If this is true, it means that Powers Fasteners' role in the tunnel collapse can be seen as no more than minimal and most certainly does not rise to the threshold necessary to prove manslaughter, which is defined as “an unlawful homicide unintentionally caused by wanton and reckless conduct.” Since the attorney general's office is seeking to recover perhaps hundreds of millions of dollars from the various contractors for the project's overall flaws (and there are many), it would throw a huge monkey wrench into that pending civil suit if it turned out that the state highway department was largely at fault for the Del Valle catastrophe.
And why is it that the general contractors of the overall project — giant consortium Bechtel/Parsons Brinckerhoff — was not charged for its role in allowing the use of glue that the project managers had been warned not to use? The Bechtel consortium had a much larger role in the Big Dig than did Powers Fasteners.

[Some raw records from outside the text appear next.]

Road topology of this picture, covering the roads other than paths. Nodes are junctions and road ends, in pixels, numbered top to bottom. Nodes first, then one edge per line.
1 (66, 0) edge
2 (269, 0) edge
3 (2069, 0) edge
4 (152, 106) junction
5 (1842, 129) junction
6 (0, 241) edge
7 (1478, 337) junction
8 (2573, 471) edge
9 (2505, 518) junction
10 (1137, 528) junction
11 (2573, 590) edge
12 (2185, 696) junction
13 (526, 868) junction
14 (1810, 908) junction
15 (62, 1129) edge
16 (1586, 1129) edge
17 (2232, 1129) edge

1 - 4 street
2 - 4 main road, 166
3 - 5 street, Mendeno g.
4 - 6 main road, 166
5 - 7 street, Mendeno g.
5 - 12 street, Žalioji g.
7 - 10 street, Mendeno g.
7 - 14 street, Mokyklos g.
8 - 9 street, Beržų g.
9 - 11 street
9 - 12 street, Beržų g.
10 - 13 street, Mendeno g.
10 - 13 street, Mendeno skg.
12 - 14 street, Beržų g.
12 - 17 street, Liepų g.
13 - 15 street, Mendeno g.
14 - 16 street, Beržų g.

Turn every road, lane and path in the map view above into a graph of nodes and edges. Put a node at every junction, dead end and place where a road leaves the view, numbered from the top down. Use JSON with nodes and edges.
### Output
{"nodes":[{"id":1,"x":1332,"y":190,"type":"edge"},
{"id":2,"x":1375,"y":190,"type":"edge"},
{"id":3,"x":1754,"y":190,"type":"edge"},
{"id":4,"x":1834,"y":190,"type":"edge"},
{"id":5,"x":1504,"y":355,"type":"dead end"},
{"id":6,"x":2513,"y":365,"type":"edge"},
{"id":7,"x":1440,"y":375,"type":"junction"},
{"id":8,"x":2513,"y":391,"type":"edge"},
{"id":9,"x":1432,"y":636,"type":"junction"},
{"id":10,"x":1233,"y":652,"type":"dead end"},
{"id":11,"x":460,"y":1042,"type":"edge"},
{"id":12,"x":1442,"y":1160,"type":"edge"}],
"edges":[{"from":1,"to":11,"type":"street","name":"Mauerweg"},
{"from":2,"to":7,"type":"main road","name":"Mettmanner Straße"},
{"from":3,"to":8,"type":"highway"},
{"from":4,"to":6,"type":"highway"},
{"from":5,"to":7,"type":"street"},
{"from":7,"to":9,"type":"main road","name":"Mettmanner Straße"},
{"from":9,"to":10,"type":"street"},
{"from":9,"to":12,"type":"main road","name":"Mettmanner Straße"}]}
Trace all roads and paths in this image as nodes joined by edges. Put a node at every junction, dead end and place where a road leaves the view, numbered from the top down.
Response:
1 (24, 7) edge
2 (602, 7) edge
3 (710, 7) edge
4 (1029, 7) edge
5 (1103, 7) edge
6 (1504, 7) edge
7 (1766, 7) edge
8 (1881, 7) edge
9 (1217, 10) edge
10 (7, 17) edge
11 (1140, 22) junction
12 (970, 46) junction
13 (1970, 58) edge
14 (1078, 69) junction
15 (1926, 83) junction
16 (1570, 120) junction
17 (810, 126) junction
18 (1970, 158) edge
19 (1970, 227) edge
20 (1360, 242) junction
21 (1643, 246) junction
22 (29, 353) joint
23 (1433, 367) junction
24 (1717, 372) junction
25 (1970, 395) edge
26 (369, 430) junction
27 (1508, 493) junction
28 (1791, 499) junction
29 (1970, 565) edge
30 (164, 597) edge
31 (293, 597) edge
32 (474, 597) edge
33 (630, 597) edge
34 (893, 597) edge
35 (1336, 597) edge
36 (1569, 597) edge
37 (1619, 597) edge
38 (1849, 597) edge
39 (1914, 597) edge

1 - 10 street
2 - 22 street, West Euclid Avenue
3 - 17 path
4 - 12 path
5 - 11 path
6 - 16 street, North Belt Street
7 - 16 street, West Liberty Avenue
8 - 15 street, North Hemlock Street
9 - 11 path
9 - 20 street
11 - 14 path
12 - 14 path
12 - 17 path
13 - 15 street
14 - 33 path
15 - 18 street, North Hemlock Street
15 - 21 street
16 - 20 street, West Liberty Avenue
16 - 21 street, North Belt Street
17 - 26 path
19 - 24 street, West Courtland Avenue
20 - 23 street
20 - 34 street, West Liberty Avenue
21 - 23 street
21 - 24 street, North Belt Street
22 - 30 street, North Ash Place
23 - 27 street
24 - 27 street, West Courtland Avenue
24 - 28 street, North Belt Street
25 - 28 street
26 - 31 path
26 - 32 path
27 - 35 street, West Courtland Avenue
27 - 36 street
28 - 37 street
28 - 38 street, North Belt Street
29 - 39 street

Powers Fasteners' president, Jeffrey Powers, has said: "The only reason that our company has been indicted is that, unlike others implicated in this tragedy, we don't have enough money to buy our way out."
This appears to be an indirect accusation — perhaps a prediction — that the big boys will indeed "buy [their] way out" of a criminal case by forking over a huge payday in civil settlements with Coakley and with United States Attorney Michael J. Sullivan.
All of this raises troubling ethical, legal, and public-policy questions to which a skeptical citizenry must be alert. Are state and federal prosecutors, in order to close costly budget overruns and provide for future monitoring and repairs of the seriously ailing project, planning to force the major actors in the Big Dig fiasco to fork over huge amounts of money in exchange for not being prosecuted?
This, should it occur, would strike me as a form of extortion, a brazen manipulation of the criminal-justice system in order to settle a civil claim by forgoing a criminal charge. This would be the reverse of the Powers Fasteners indictment, which raises the suspicion that the company was indicted in order to strengthen the Commonwealth's position in its civil litigation by deflecting blame from the Highway Department. In either case, one has to approach with healthy skepticism the prosecutors' charging decisions and analyze carefully any ulterior motives.
As the legal scenario unfolds over the coming months and years, appearances may not always reflect realities, and careful students and reporters will have to delve into the real motives of the players, rather than rely on what's said in news releases and at press conferences.